No: The equinox did not occur in Kenya!
By MUNGAI KIHANYA
The Sunday Nation
Nairobi,
27 March 2016
This morning my
ten-year-old daughter asked me: “How long does equinox last?”! Suddenly
everyone knows about equinox, thanks to a meteorologist who appeared on
national television and attributed the current unusually hot weather to
this astronomicat phenomenon. She went on further (perhaps, farther) to
explain that this is the time of year when the Sun comes closest to the
Earth. She was dead wrong! Equinox has nothing to do with the distance
between the Earth and the Sun.
To her credit, the
meteorologist (I wasn’t able to catch her name) mentioned that this is a
normal happenstance that occurs twice every year – in March and
September – but the TV reporter made it sound as if this was a once in a
lifetime event.
So, let’s put the
record straight: equinox is that instantaneous moment that the sun comes
directly above the Earth’s equator; or, astronomers would put it, when
the Earth's equatorial plane passes through the
centre of the Sun.
In primary school, we learn that the line joining North
and South poles of the Earth is tilted at an angle of 23.5 degrees.
Happily for teachers, nobody asks the all-important question: 23.5
degrees to what?
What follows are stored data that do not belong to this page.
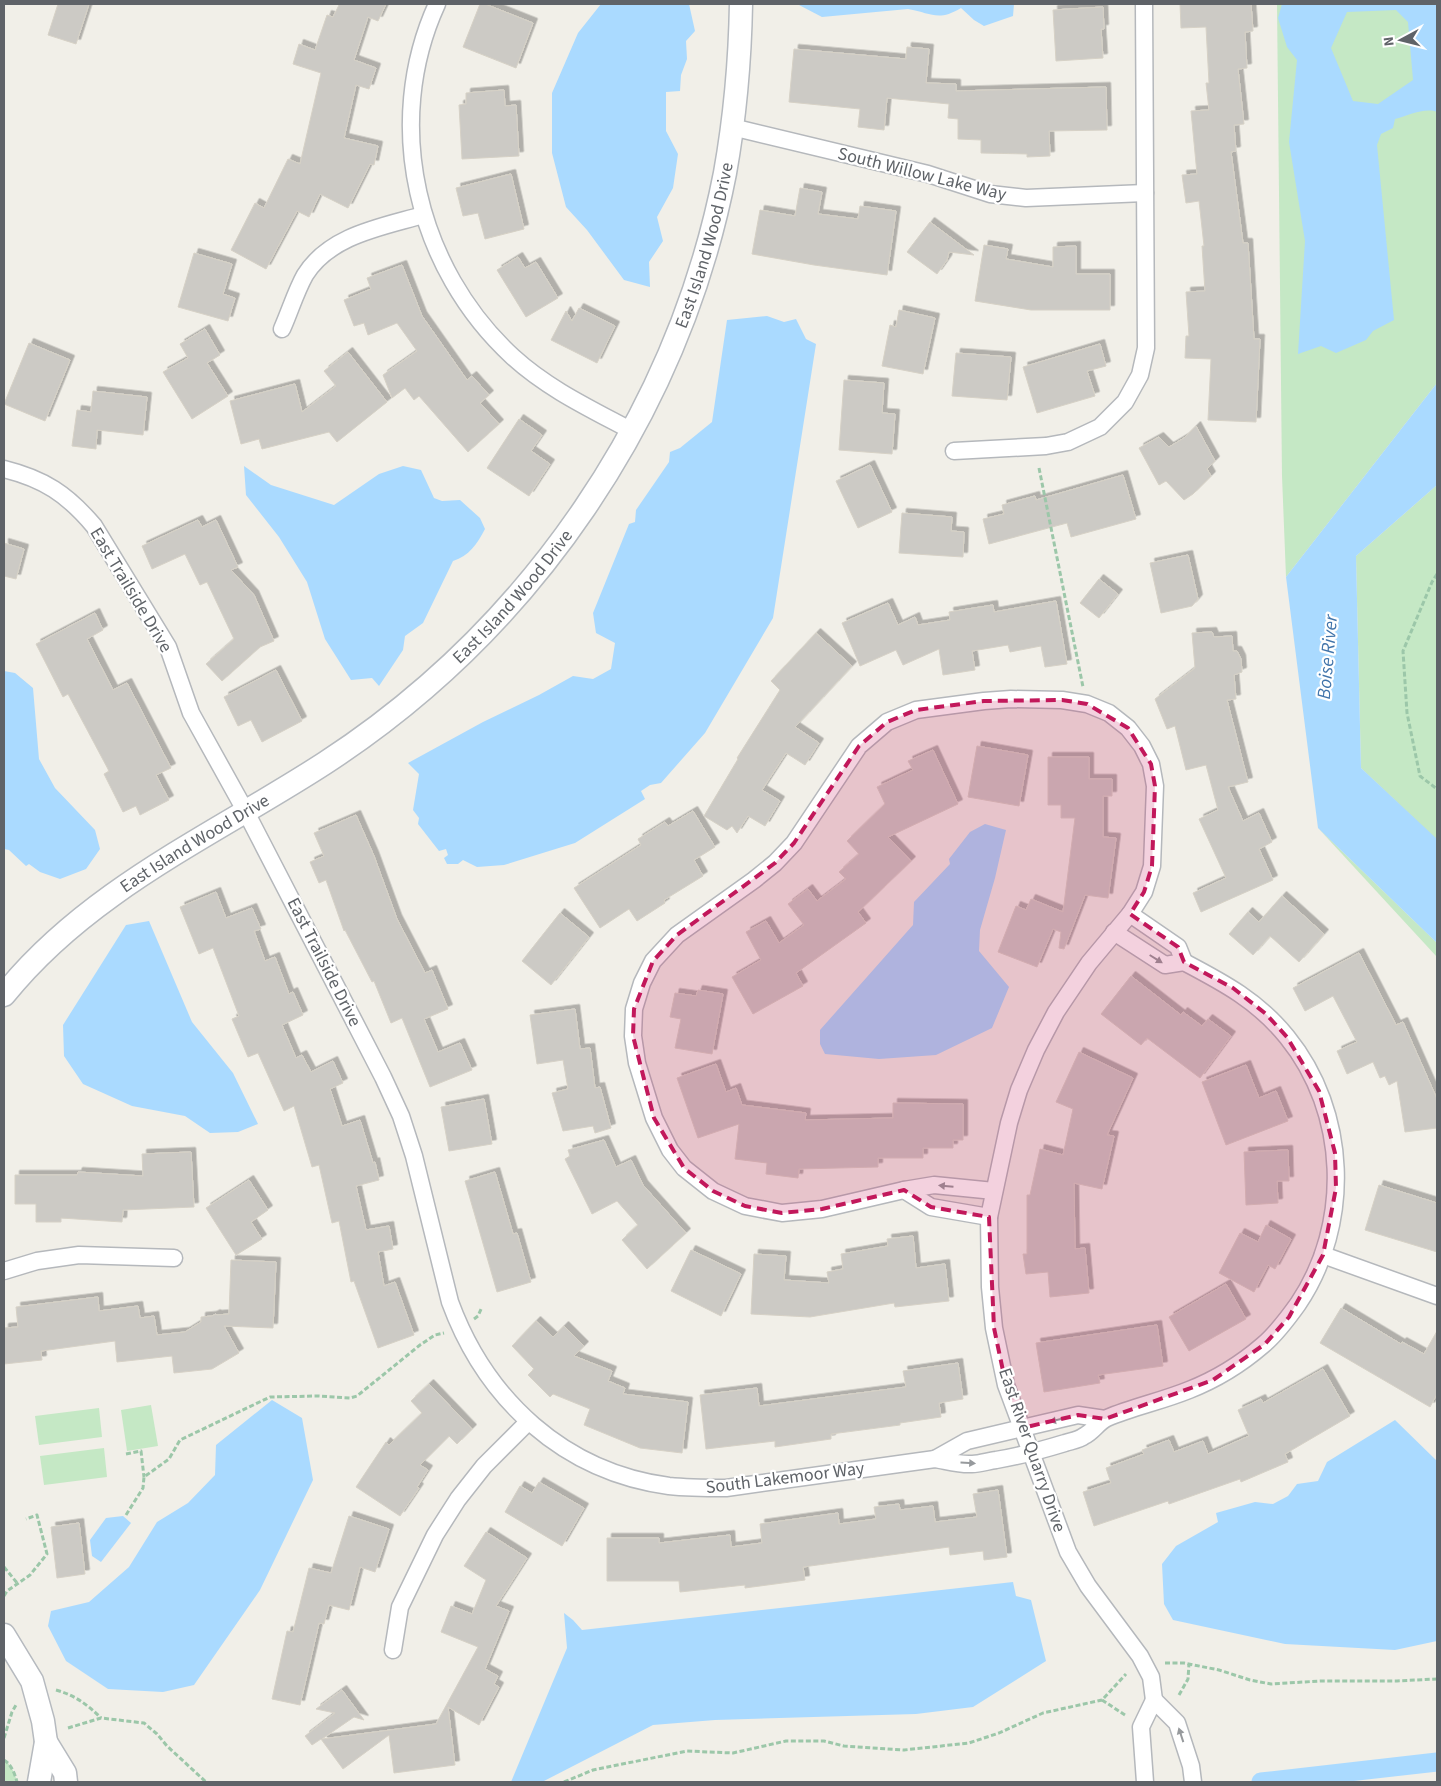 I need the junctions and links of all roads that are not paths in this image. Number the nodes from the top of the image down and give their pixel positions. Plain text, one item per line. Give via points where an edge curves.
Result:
1 (436, 4) edge
2 (741, 4) edge
3 (1144, 4) edge
4 (732, 127) junction
5 (1145, 193) junction
6 (423, 215) junction
7 (282, 329) dead end
8 (632, 431) junction
9 (954, 451) dead end
10 (4, 469) edge
11 (246, 812) junction
12 (1130, 914) junction
13 (1114, 932) junction
14 (1184, 962) junction
15 (4, 995) edge
16 (904, 1190) junction
17 (994, 1191) junction
18 (989, 1218) junction
19 (1323, 1255) junction
20 (174, 1258) dead end
21 (4, 1271) edge
22 (1437, 1296) edge
23 (1105, 1419) junction
24 (528, 1422) junction
25 (1022, 1428) junction
26 (1031, 1454) junction
27 (935, 1459) junction
28 (608, 1469) joint
29 (4, 1635) edge
30 (393, 1650) dead end
31 (1154, 1700) junction
32 (46, 1742) junction
33 (39, 1782) edge
34 (66, 1782) edge
35 (1145, 1782) edge
36 (1193, 1782) edge

1 - 6 street via 421,46 412,103 411,146
2 - 4 street, East Island Wood Drive
3 - 5 street
4 - 5 street, South Willow Lake Way via 928,174 990,194 1026,198
4 - 8 street, East Island Wood Drive via 714,220 700,270 660,375
5 - 9 street via 1146,348 1140,375 1125,402 1100,427 1068,442
6 - 7 street via 354,236 319,258 306,275
6 - 8 street via 438,255 459,293 499,344 549,385
8 - 11 street, East Island Wood Drive via 558,547 474,643 378,726
10 - 11 street, East Trailside Drive via 27,475 52,488 79,508 94,526 168,647 191,713
11 - 15 street, East Island Wood Drive via 96,906 34,961
11 - 24 street, East Trailside Drive via 400,1116 414,1156 450,1302 466,1341 488,1377
12 - 13 street, East River Quarry Drive
12 - 14 street, South Lakemoor Way via 1178,947
12 - 16 street, East River Quarry Drive via 1144,892 1152,866 1155,786 1151,764 1142,746 1128,728 1109,713 1087,704 1062,700 984,701 916,710 886,722 860,746 794,844 754,880 677,935 653,961 634,1009 637,1063 654,1118 670,1150 684,1168 713,1191 745,1206 782,1213 822,1209
13 -> 14 street, South Lakemoor Way via 1165,964
13 - 17 street, East River Quarry Drive via 1069,990 1036,1050 1009,1122
14 - 19 street, South Lakemoor Way via 1233,988 1266,1014 1293,1045 1319,1091 1335,1153 1336,1188
17 -> 16 street, East River Quarry Drive via 934,1185
16 - 18 street via 931,1207
17 - 18 street, East River Quarry Drive
18 - 25 street, East River Quarry Drive via 994,1328 1006,1385
19 - 22 street
19 - 23 street, South Lakemoor Way via 1289,1317 1265,1344 1237,1366 1188,1391
20 - 21 street via 79,1255 38,1260
23 -> 25 street, South Lakemoor Way via 1078,1415
23 - 26 street, South Lakemoor Way via 1085,1436
24 - 28 street, East Trailside Drive via 565,1449
24 - 30 street via 484,1466 435,1535 400,1607
25 - 26 street, East River Quarry Drive
25 - 27 street, South Lakemoor Way via 967,1441
27 -> 26 street, South Lakemoor Way via 971,1464
26 - 31 street, East River Quarry Drive via 1068,1552 1088,1586 1140,1656 1150,1677
27 - 28 street, South Lakemoor Way via 726,1488 669,1486
29 - 32 street via 32,1681
31 - 35 street via 1141,1727
36 -> 31 street via 1177,1723
32 - 33 street
32 - 34 street via 65,1772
I will leave you to wonder about that!
Because of this tilt, as the Earth goes round the sun,
the position of the sun (viewed from here) appears to be oscillating
between the two latitudes of 23.5 degrees North and South.
Starting at 23.5 degrees South in December, the sun
crosses the equator in March and continues to reach 23.5degrees North in
June. It then starts the return journey southward to cross the equator
again in September and back to 23.5 degrees South in December the
following year.
This movement has persisted over the last few
millennia. Therefore, it is not right to attribute the unusual high
temperatures observed in 2016 to the March equinox. Someone should have
asked the meteorologist whether there was an equinox last year.
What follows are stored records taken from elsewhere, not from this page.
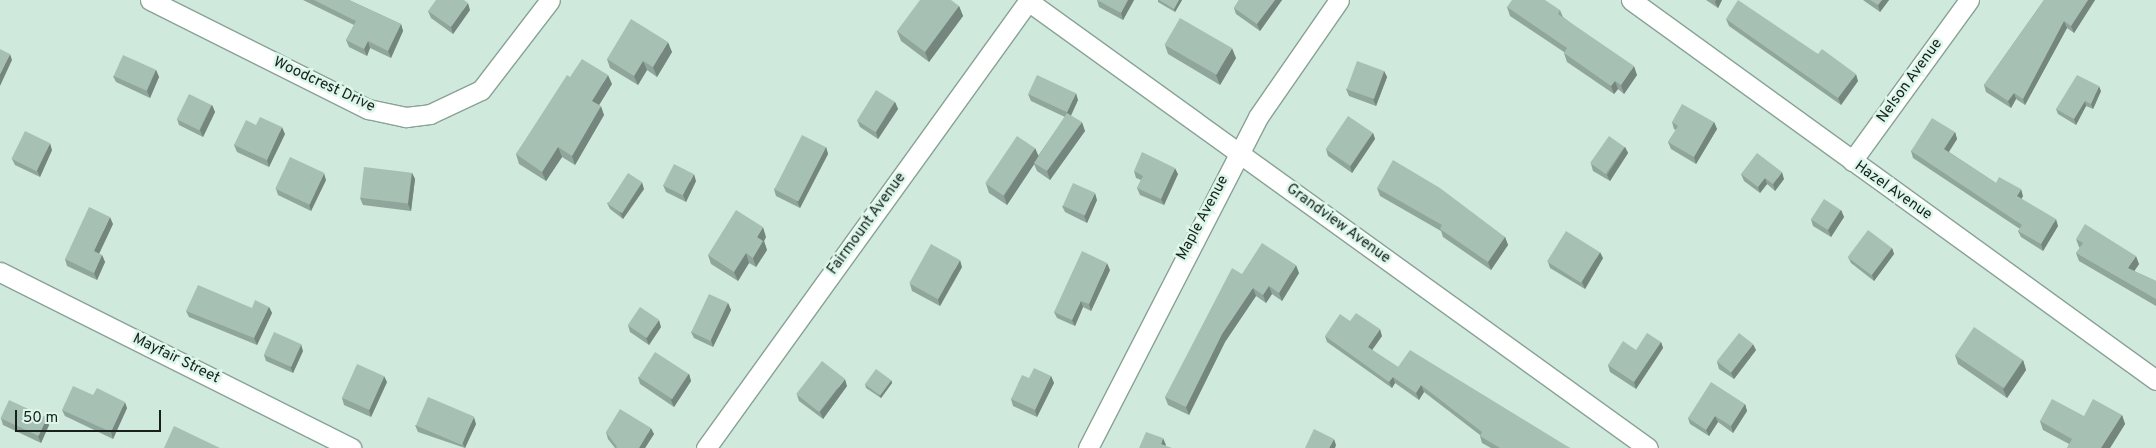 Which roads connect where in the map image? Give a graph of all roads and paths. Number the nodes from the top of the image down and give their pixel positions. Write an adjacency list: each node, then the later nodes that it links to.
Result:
1 (150, 0): 2 (street, Woodcrest Drive)
2 (550, 0)
3 (1029, 0): 7 (street, Grandview Avenue); 12 (street, Fairmount Avenue)
4 (1339, 0): 7 (street, Maple Avenue)
5 (1631, 0): 8 (street, Hazel Avenue)
6 (1969, 0): 8 (street, Nelson Avenue)
7 (1238, 152): 13 (street, Maple Avenue); 14 (street, Grandview Avenue)
8 (1852, 161): 10 (street, Hazel Avenue)
9 (0, 272): 11 (street, Mayfair Street)
10 (2156, 380)
11 (351, 448)
12 (706, 448)
13 (1088, 448)
14 (1648, 448) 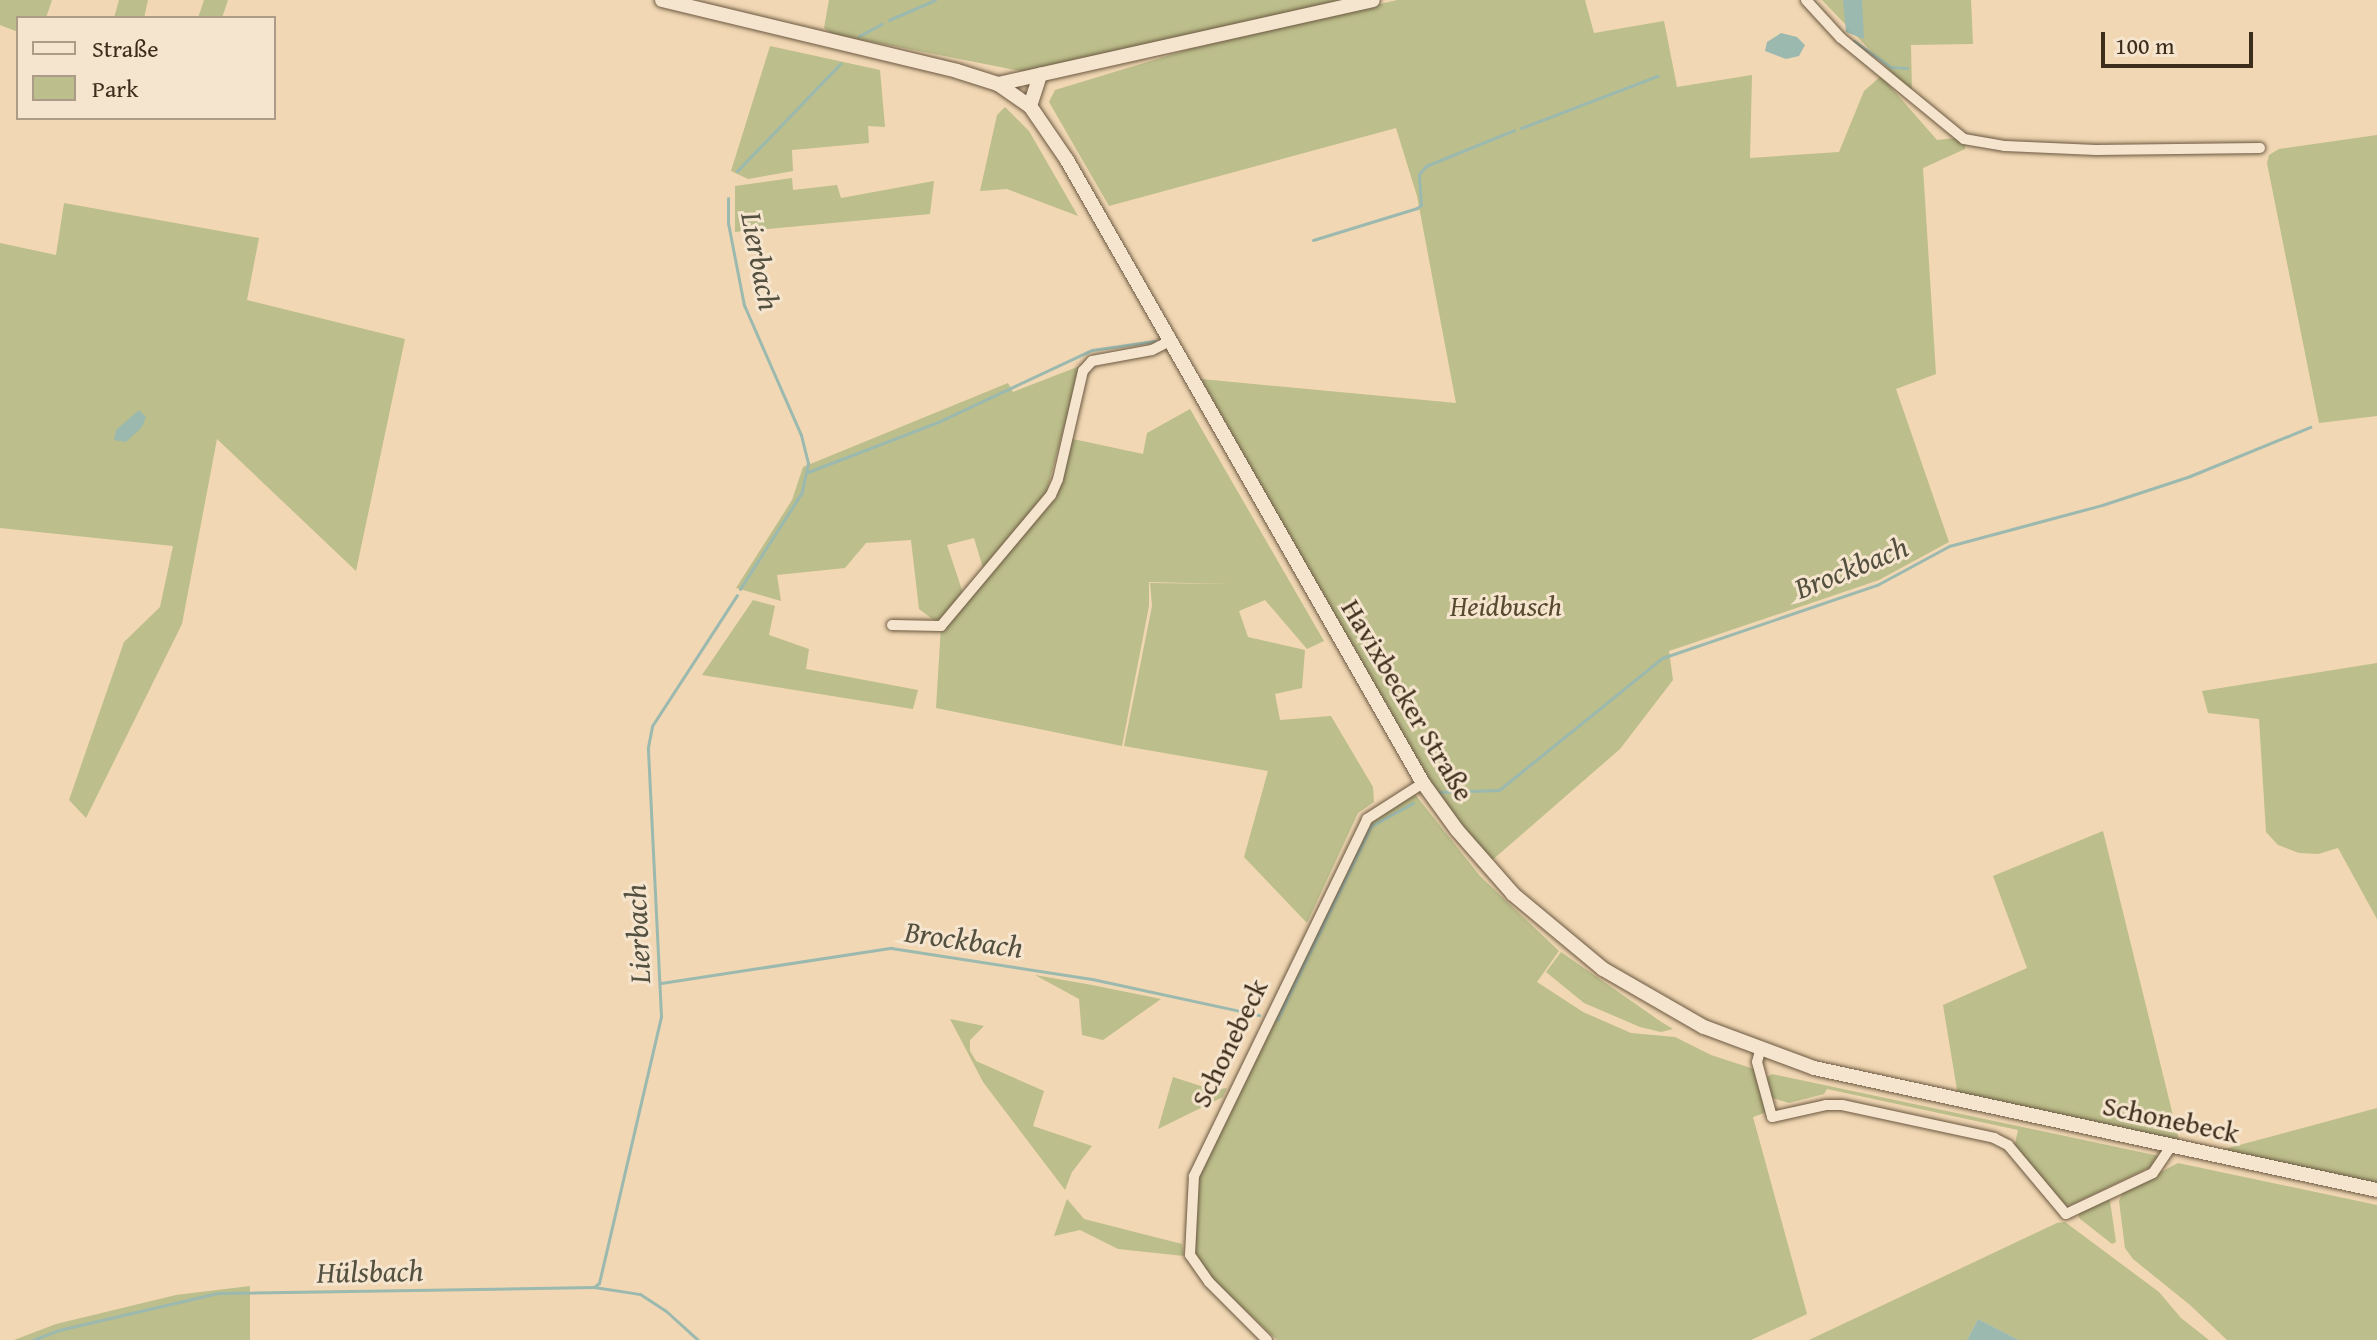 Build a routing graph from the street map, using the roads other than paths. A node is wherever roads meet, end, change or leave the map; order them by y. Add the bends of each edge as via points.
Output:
1 (662, 0) edge
2 (1373, 0) edge
3 (1806, 0) edge
4 (1040, 75) junction
5 (998, 84) junction
6 (1030, 106) junction
7 (2260, 148) dead end
8 (1170, 341) junction
9 (892, 625) dead end
10 (1423, 783) junction
11 (1760, 1051) junction
12 (1955, 1100) joint
13 (2171, 1146) junction
14 (2377, 1190) edge
15 (1267, 1340) edge

1 - 5 main road, Havixbecker Straße
2 - 4 main road
3 - 7 street via 1841,38 1964,139 2096,150
4 - 5 main road
4 - 6 main road
5 - 6 main road, Havixbecker Straße
6 - 8 main road, Havixbecker Straße via 1067,160
8 - 9 street via 1152,350 1092,361 1083,371 1051,495 941,626
8 - 10 main road, Havixbecker Straße
10 - 11 main road, Havixbecker Straße via 1487,865 1561,937 1650,998
10 - 15 street, Schonebeck via 1367,819 1194,1176 1190,1255 1209,1282
11 - 12 main road, Havixbecker Straße
11 - 13 street via 1757,1062 1772,1117 1842,1105 1994,1138 2008,1145 2066,1214 2153,1173
12 - 13 main road, Schonebeck
13 - 14 main road, Schonebeck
The first equinox this year occurred on at 7:30am on
the 20th of March. Obviously, at 7:30 am, the sun was NOT overhead
anywhere in Kenya. So, strictly speaking, the equinox did not happen in
our country. At the exact moment that the centre of the sun crossed the
equator, it was directly above a point in the Molucca Sea, 3.8km off the
coast of Pulau Kajoa Island in the North Maluku Province of Indonesia.
What about the distance between the Earth and the Sun?
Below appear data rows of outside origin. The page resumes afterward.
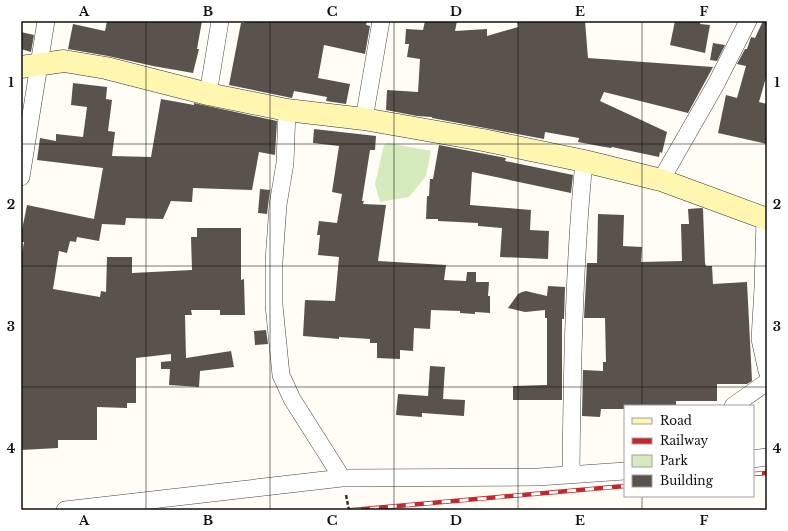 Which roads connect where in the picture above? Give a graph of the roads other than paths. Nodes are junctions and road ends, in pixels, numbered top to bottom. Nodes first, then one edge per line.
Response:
1 (46, 21) edge
2 (220, 21) edge
3 (381, 21) edge
4 (748, 21) edge
5 (30, 66) edge
6 (208, 94) junction
7 (287, 110) junction
8 (364, 119) junction
9 (584, 161) junction
10 (21, 177) edge
11 (661, 180) junction
12 (766, 219) edge
13 (767, 371) edge
14 (767, 382) edge
15 (734, 405) edge
16 (767, 458) edge
17 (754, 459) edge
18 (624, 471) edge
19 (571, 474) junction
20 (342, 478) junction
21 (65, 510) edge

1 - 5 street
2 - 6 street
3 - 8 street
4 - 11 street
5 - 6 street
5 - 10 street
6 - 7 street
7 - 8 street
7 - 20 street
8 - 9 street
9 - 11 street
9 - 19 street
11 - 12 street
12 - 13 street
14 - 15 street
16 - 17 street
18 - 19 street
19 - 20 street
20 - 21 street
This has no relationship to equinox. The path of the planet round the
sun is NOT a circle; it is an ellipse. Therefore, the distance to the
sun varies continuously. It closest to the sun in early January (2nd or
3rd) when it is about 147 million kilometres and gets to its farthest
point in July (4th or 5th) when it is 152 million km.
Clearly, the atmosphere is a very complex system and it
would be foolhardy to attribute changes in temperature to one or two
effects.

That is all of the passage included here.